NOVEMBER 20, 2017 ~ PONTIFICATIONBLOG

https://pontificationblog.wordpress.com/2017/11/20/the-return-of-morality-in-politics/

It seemed as if an ice age of frozen partisan hate-filled politics might be the end of American democracy. But, thankfully, we may be seeing the first green shoots of a springtime renewal of personal as well as social morality in our politics.

At The Atlantic, Caitlin Flanagan writes that feminists who rushed to defend Bill Clinton in the 1990s were “on the wrong side of history.” A chorus of other Democrats and progressives agree that this immoral ex-president and others deserve to be condemned now.

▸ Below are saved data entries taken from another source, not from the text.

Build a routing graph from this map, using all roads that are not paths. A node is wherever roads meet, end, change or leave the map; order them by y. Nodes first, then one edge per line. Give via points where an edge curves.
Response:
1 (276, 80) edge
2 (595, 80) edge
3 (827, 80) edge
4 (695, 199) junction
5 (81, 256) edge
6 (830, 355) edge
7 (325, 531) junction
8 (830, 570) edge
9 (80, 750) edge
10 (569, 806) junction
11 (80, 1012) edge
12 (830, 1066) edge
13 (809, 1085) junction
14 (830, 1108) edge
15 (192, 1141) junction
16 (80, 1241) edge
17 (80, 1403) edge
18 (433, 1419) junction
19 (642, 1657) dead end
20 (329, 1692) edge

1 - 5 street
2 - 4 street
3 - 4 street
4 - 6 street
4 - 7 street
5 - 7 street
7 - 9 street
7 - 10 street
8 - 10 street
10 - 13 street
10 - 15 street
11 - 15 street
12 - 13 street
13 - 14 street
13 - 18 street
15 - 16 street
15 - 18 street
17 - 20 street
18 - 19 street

Is this genuine contrition or pragmatic politics? Democrats now recognize that they cannot credibly charge sexual misbehavior against Alabama Senate candidate Roy Moore while refusing to condemn their own such as Bill Clinton or current Democratic Senators Bob Menendez and Al Franken.

Democrats paid a high price for saving Bill Clinton in 1999 after he became the first elected president impeached in American history. Had Democrats in the U.S. Senate gone along with Clinton’s removal for sexual and legal improprieties, Vice President Al Gore would have become president and been able to run for two presidential terms with little of the baggage of his predecessor.

Instead, Gore ran in 2000 amid widespread disgust that Clinton had escaped justice, a disgust that millions still feel today for Bill and Hillary. Being Clinton’s submissive Number Two tainted Gore and almost certainly cost him that election.

In 2000, Gore did not lose the Electoral College vote 271-266 solely because Florida’s 25 electoral votes went to George W. Bush, as Democrat mythology claims. Gore also lost the 11 electoral votes of his own home state of Tennessee, where people who knew him best voted against him. He also lost the six electoral votes of the Clinton home state of Arkansas. These are Southern states where biblical morality remains strong. Without such integrity, societies and economies fall apart, as Craig R. Smith and I discuss in our book Money, Morality & The Machine.

If Gore had won either Arkansas or Tennessee, he would not have needed Florida to become president. He might have won the combined 17 electoral votes of both if the Clinton scandals were in the rear-view mirror of history and Gore were running as the incumbent president.

This is what Democrats threw away by putting politics and power over moral decency by defending President Clinton. Had they allowed Clinton’s removal, as many now agree he deserved, they would still have had Democratic President Al Gore. Instead, they bought the Senate votes needed to keep Clinton in office with gifts ranging from taxpayer cash to a free ride on the Space Shuttle. But in 2000, a Higher Power brought justice to Democratic wrongdoers.

The liberal assault on Roy Moore over sexual accusations suggests that we may see a lot more of such last-minute attacks against Republicans during 2018 and 2020 Democratic efforts to regain the House, Senate, and White House. Democrats and their media comrades will play the “sex card” to infuriate female voters, just as they routinely play the “race card” to motivate minority voters.

Are Democrats beginning to see the light about running moral candidates – if not campaigns? Or do they merely feel the heat of feminist Political Correctness and the need to regain political power by, as Machiavelli might say, appearing to be virtuous? Hypocrisy is the tribute that vice pays to virtue. In this Thanksgiving season, at least personal morality appears to be coming back into style, and for this we should be thankful.